(Beginning of PROVIDED DATA)
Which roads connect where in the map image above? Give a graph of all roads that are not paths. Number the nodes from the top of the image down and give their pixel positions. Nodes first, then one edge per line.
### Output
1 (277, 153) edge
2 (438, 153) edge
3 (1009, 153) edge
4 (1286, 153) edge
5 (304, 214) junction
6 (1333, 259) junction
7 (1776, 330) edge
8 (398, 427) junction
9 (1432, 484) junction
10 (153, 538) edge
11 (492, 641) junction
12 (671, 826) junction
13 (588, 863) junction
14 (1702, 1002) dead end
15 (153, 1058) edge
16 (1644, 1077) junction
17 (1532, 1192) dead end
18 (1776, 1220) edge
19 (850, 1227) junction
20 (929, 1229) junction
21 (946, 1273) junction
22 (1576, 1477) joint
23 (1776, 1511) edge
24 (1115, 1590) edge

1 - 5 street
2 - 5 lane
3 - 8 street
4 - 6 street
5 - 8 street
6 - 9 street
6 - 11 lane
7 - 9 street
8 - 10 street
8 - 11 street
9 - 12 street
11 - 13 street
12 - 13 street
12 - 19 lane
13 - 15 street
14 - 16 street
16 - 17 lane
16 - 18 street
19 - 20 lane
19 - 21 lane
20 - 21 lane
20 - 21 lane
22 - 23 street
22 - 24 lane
(End of PROVIDED DATA)
Recopy all the entries faithfully, leaving none out.

Which roads connect where in the map image above? Give a graph of all roads that are not paths. Number the nodes from the top of the image down and give their pixel positions. Nodes first, then one edge per line.
### Output
1 (277, 153) edge
2 (438, 153) edge
3 (1009, 153) edge
4 (1286, 153) edge
5 (304, 214) junction
6 (1333, 259) junction
7 (1776, 330) edge
8 (398, 427) junction
9 (1432, 484) junction
10 (153, 538) edge
11 (492, 641) junction
12 (671, 826) junction
13 (588, 863) junction
14 (1702, 1002) dead end
15 (153, 1058) edge
16 (1644, 1077) junction
17 (1532, 1192) dead end
18 (1776, 1220) edge
19 (850, 1227) junction
20 (929, 1229) junction
21 (946, 1273) junction
22 (1576, 1477) joint
23 (1776, 1511) edge
24 (1115, 1590) edge

1 - 5 street
2 - 5 lane
3 - 8 street
4 - 6 street
5 - 8 street
6 - 9 street
6 - 11 lane
7 - 9 street
8 - 10 street
8 - 11 street
9 - 12 street
11 - 13 street
12 - 13 street
12 - 19 lane
13 - 15 street
14 - 16 street
16 - 17 lane
16 - 18 street
19 - 20 lane
19 - 21 lane
20 - 21 lane
20 - 21 lane
22 - 23 street
22 - 24 lane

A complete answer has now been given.